Stored data entries:
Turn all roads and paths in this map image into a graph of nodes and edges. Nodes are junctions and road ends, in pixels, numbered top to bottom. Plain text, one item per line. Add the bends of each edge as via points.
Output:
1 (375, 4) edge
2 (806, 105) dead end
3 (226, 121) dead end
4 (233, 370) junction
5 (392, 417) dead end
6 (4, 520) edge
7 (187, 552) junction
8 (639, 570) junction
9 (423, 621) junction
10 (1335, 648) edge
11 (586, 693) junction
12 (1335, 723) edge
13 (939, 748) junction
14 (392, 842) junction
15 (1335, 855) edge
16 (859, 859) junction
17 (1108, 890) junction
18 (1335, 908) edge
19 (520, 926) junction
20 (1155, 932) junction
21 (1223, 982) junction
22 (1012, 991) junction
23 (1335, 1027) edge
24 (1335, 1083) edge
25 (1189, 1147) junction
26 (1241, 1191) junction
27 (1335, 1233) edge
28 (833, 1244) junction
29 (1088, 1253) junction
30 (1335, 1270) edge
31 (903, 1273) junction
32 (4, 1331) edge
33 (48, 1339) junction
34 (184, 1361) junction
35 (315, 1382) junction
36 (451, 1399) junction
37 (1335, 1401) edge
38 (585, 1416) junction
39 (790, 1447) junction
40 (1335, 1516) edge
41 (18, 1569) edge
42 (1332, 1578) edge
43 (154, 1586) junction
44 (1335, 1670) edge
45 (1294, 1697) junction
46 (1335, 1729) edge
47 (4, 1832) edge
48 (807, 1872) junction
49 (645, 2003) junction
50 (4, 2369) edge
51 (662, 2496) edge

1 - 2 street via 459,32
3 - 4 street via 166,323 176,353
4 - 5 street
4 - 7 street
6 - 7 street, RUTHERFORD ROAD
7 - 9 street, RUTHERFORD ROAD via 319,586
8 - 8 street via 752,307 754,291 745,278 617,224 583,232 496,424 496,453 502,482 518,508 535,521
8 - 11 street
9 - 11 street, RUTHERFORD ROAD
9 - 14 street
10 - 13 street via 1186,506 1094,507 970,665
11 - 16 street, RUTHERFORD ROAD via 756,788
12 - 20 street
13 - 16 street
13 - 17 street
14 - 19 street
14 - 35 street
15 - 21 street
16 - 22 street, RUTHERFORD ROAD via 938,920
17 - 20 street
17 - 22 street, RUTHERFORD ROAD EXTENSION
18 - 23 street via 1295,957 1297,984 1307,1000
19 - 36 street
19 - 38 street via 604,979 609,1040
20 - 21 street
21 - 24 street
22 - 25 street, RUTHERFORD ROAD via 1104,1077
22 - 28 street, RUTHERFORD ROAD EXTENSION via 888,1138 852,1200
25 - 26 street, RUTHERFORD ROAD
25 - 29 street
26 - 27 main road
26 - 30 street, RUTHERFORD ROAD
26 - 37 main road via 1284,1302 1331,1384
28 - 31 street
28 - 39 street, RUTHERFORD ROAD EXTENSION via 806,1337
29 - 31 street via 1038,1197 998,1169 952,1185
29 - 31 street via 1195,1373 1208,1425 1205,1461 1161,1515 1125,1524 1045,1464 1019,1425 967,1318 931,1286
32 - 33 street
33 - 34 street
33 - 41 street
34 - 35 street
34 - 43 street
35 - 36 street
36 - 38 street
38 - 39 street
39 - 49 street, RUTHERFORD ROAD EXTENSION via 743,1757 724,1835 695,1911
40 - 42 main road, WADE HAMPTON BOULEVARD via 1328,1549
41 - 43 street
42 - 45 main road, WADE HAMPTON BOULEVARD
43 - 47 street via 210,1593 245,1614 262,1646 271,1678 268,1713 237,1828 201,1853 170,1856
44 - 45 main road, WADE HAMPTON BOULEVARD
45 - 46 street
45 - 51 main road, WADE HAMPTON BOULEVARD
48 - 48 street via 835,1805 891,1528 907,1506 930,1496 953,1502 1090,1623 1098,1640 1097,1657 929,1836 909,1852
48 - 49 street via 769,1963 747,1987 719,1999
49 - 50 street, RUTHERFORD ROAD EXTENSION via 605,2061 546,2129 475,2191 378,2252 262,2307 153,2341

— WORK TO BE COMPLETED —
Every record, start to finish: reproduce it word for word.

— EXERCISE RESULT —
Turn all roads and paths in this map image into a graph of nodes and edges. Nodes are junctions and road ends, in pixels, numbered top to bottom. Plain text, one item per line. Add the bends of each edge as via points.
Output:
1 (375, 4) edge
2 (806, 105) dead end
3 (226, 121) dead end
4 (233, 370) junction
5 (392, 417) dead end
6 (4, 520) edge
7 (187, 552) junction
8 (639, 570) junction
9 (423, 621) junction
10 (1335, 648) edge
11 (586, 693) junction
12 (1335, 723) edge
13 (939, 748) junction
14 (392, 842) junction
15 (1335, 855) edge
16 (859, 859) junction
17 (1108, 890) junction
18 (1335, 908) edge
19 (520, 926) junction
20 (1155, 932) junction
21 (1223, 982) junction
22 (1012, 991) junction
23 (1335, 1027) edge
24 (1335, 1083) edge
25 (1189, 1147) junction
26 (1241, 1191) junction
27 (1335, 1233) edge
28 (833, 1244) junction
29 (1088, 1253) junction
30 (1335, 1270) edge
31 (903, 1273) junction
32 (4, 1331) edge
33 (48, 1339) junction
34 (184, 1361) junction
35 (315, 1382) junction
36 (451, 1399) junction
37 (1335, 1401) edge
38 (585, 1416) junction
39 (790, 1447) junction
40 (1335, 1516) edge
41 (18, 1569) edge
42 (1332, 1578) edge
43 (154, 1586) junction
44 (1335, 1670) edge
45 (1294, 1697) junction
46 (1335, 1729) edge
47 (4, 1832) edge
48 (807, 1872) junction
49 (645, 2003) junction
50 (4, 2369) edge
51 (662, 2496) edge

1 - 2 street via 459,32
3 - 4 street via 166,323 176,353
4 - 5 street
4 - 7 street
6 - 7 street, RUTHERFORD ROAD
7 - 9 street, RUTHERFORD ROAD via 319,586
8 - 8 street via 752,307 754,291 745,278 617,224 583,232 496,424 496,453 502,482 518,508 535,521
8 - 11 street
9 - 11 street, RUTHERFORD ROAD
9 - 14 street
10 - 13 street via 1186,506 1094,507 970,665
11 - 16 street, RUTHERFORD ROAD via 756,788
12 - 20 street
13 - 16 street
13 - 17 street
14 - 19 street
14 - 35 street
15 - 21 street
16 - 22 street, RUTHERFORD ROAD via 938,920
17 - 20 street
17 - 22 street, RUTHERFORD ROAD EXTENSION
18 - 23 street via 1295,957 1297,984 1307,1000
19 - 36 street
19 - 38 street via 604,979 609,1040
20 - 21 street
21 - 24 street
22 - 25 street, RUTHERFORD ROAD via 1104,1077
22 - 28 street, RUTHERFORD ROAD EXTENSION via 888,1138 852,1200
25 - 26 street, RUTHERFORD ROAD
25 - 29 street
26 - 27 main road
26 - 30 street, RUTHERFORD ROAD
26 - 37 main road via 1284,1302 1331,1384
28 - 31 street
28 - 39 street, RUTHERFORD ROAD EXTENSION via 806,1337
29 - 31 street via 1038,1197 998,1169 952,1185
29 - 31 street via 1195,1373 1208,1425 1205,1461 1161,1515 1125,1524 1045,1464 1019,1425 967,1318 931,1286
32 - 33 street
33 - 34 street
33 - 41 street
34 - 35 street
34 - 43 street
35 - 36 street
36 - 38 street
38 - 39 street
39 - 49 street, RUTHERFORD ROAD EXTENSION via 743,1757 724,1835 695,1911
40 - 42 main road, WADE HAMPTON BOULEVARD via 1328,1549
41 - 43 street
42 - 45 main road, WADE HAMPTON BOULEVARD
43 - 47 street via 210,1593 245,1614 262,1646 271,1678 268,1713 237,1828 201,1853 170,1856
44 - 45 main road, WADE HAMPTON BOULEVARD
45 - 46 street
45 - 51 main road, WADE HAMPTON BOULEVARD
48 - 48 street via 835,1805 891,1528 907,1506 930,1496 953,1502 1090,1623 1098,1640 1097,1657 929,1836 909,1852
48 - 49 street via 769,1963 747,1987 719,1999
49 - 50 street, RUTHERFORD ROAD EXTENSION via 605,2061 546,2129 475,2191 378,2252 262,2307 153,2341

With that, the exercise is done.